• [WHAT IS REQUIRED] Transcribe every record verbatim; no pictures.

____

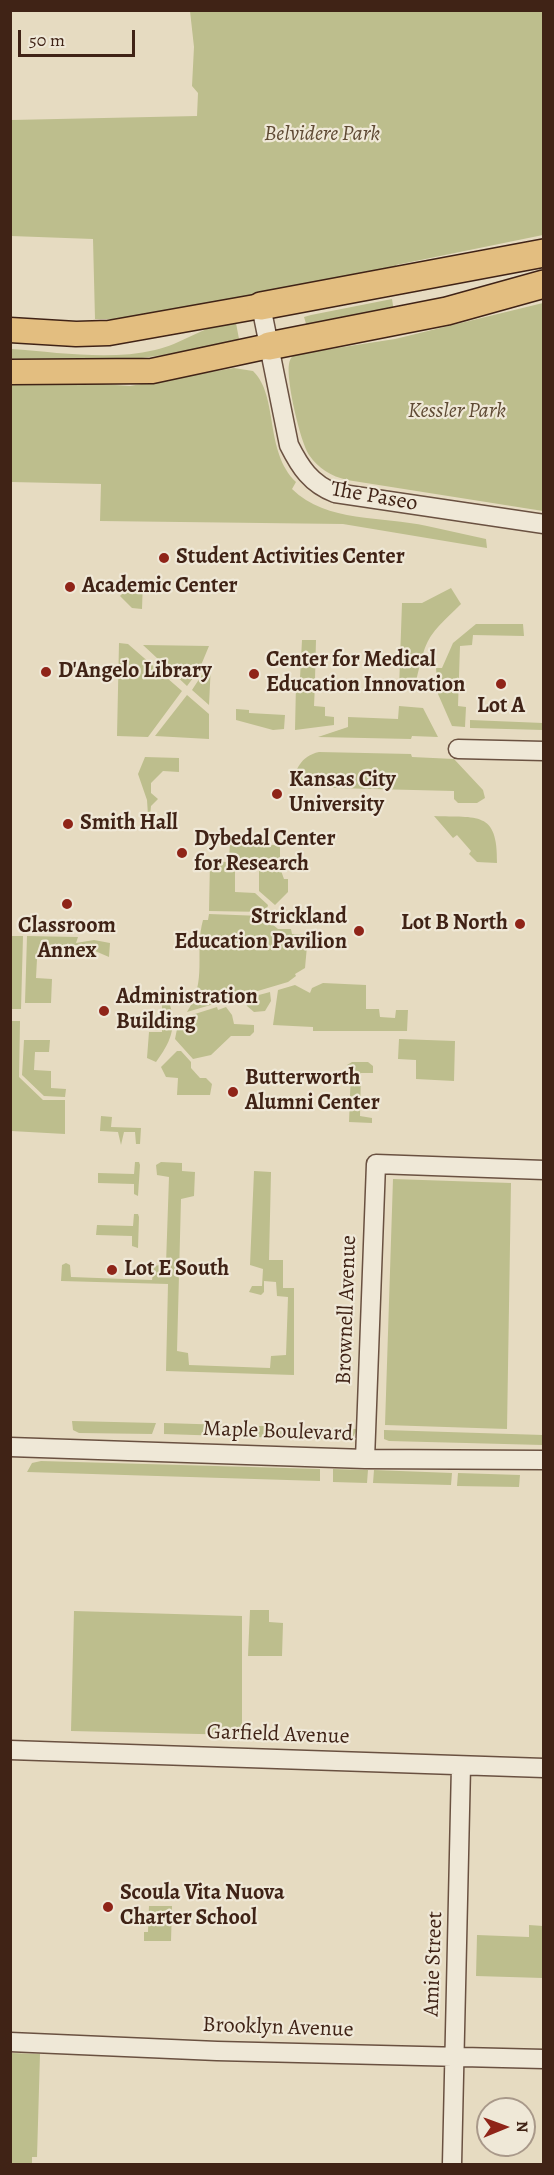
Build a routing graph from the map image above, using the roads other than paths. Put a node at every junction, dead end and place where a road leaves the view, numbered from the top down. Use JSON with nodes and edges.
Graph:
{"nodes":[{"id":1,"x":543,"y":253,"type":"edge"},
{"id":2,"x":543,"y":284,"type":"edge"},
{"id":3,"x":261,"y":306,"type":"junction"},
{"id":4,"x":10,"y":330,"type":"edge"},
{"id":5,"x":269,"y":346,"type":"junction"},
{"id":6,"x":10,"y":372,"type":"edge"},
{"id":7,"x":543,"y":524,"type":"edge"},
{"id":8,"x":458,"y":749,"type":"dead end"},
{"id":9,"x":543,"y":751,"type":"edge"},
{"id":10,"x":543,"y":1170,"type":"edge"},
{"id":11,"x":10,"y":1447,"type":"edge"},
{"id":12,"x":365,"y":1459,"type":"junction"},
{"id":13,"x":543,"y":1460,"type":"edge"},
{"id":14,"x":10,"y":1750,"type":"edge"},
{"id":15,"x":461,"y":1766,"type":"junction"},
{"id":16,"x":543,"y":1768,"type":"edge"},
{"id":17,"x":10,"y":2042,"type":"edge"},
{"id":18,"x":455,"y":2057,"type":"junction"},
{"id":19,"x":543,"y":2059,"type":"edge"},
{"id":20,"x":452,"y":2164,"type":"edge"}],
"edges":[{"from":1,"to":3,"type":"highway"},
{"from":2,"to":5,"type":"highway"},
{"from":3,"to":4,"type":"main road"},
{"from":3,"to":5,"type":"street","name":"The Paseo"},
{"from":5,"to":6,"type":"main road"},
{"from":5,"to":7,"type":"street","name":"The Paseo"},
{"from":8,"to":9,"type":"street"},
{"from":10,"to":12,"type":"street","name":"Brownell Avenue"},
{"from":11,"to":12,"type":"street","name":"Maple Boulevard"},
{"from":12,"to":13,"type":"street","name":"Maple Boulevard"},
{"from":14,"to":15,"type":"street","name":"Garfield Avenue"},
{"from":15,"to":16,"type":"street","name":"Garfield Avenue"},
{"from":15,"to":18,"type":"street","name":"Amie Street"},
{"from":17,"to":18,"type":"street","name":"Brooklyn Avenue"},
{"from":18,"to":19,"type":"street","name":"Brooklyn Avenue"},
{"from":18,"to":20,"type":"street","name":"Amie Street"}]}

____

• [RESPONSE AREA]
Build a routing graph from the map image above, using the roads other than paths. Put a node at every junction, dead end and place where a road leaves the view, numbered from the top down. Use JSON with nodes and edges.
Graph:
{"nodes":[{"id":1,"x":543,"y":253,"type":"edge"},
{"id":2,"x":543,"y":284,"type":"edge"},
{"id":3,"x":261,"y":306,"type":"junction"},
{"id":4,"x":10,"y":330,"type":"edge"},
{"id":5,"x":269,"y":346,"type":"junction"},
{"id":6,"x":10,"y":372,"type":"edge"},
{"id":7,"x":543,"y":524,"type":"edge"},
{"id":8,"x":458,"y":749,"type":"dead end"},
{"id":9,"x":543,"y":751,"type":"edge"},
{"id":10,"x":543,"y":1170,"type":"edge"},
{"id":11,"x":10,"y":1447,"type":"edge"},
{"id":12,"x":365,"y":1459,"type":"junction"},
{"id":13,"x":543,"y":1460,"type":"edge"},
{"id":14,"x":10,"y":1750,"type":"edge"},
{"id":15,"x":461,"y":1766,"type":"junction"},
{"id":16,"x":543,"y":1768,"type":"edge"},
{"id":17,"x":10,"y":2042,"type":"edge"},
{"id":18,"x":455,"y":2057,"type":"junction"},
{"id":19,"x":543,"y":2059,"type":"edge"},
{"id":20,"x":452,"y":2164,"type":"edge"}],
"edges":[{"from":1,"to":3,"type":"highway"},
{"from":2,"to":5,"type":"highway"},
{"from":3,"to":4,"type":"main road"},
{"from":3,"to":5,"type":"street","name":"The Paseo"},
{"from":5,"to":6,"type":"main road"},
{"from":5,"to":7,"type":"street","name":"The Paseo"},
{"from":8,"to":9,"type":"street"},
{"from":10,"to":12,"type":"street","name":"Brownell Avenue"},
{"from":11,"to":12,"type":"street","name":"Maple Boulevard"},
{"from":12,"to":13,"type":"street","name":"Maple Boulevard"},
{"from":14,"to":15,"type":"street","name":"Garfield Avenue"},
{"from":15,"to":16,"type":"street","name":"Garfield Avenue"},
{"from":15,"to":18,"type":"street","name":"Amie Street"},
{"from":17,"to":18,"type":"street","name":"Brooklyn Avenue"},
{"from":18,"to":19,"type":"street","name":"Brooklyn Avenue"},
{"from":18,"to":20,"type":"street","name":"Amie Street"}]}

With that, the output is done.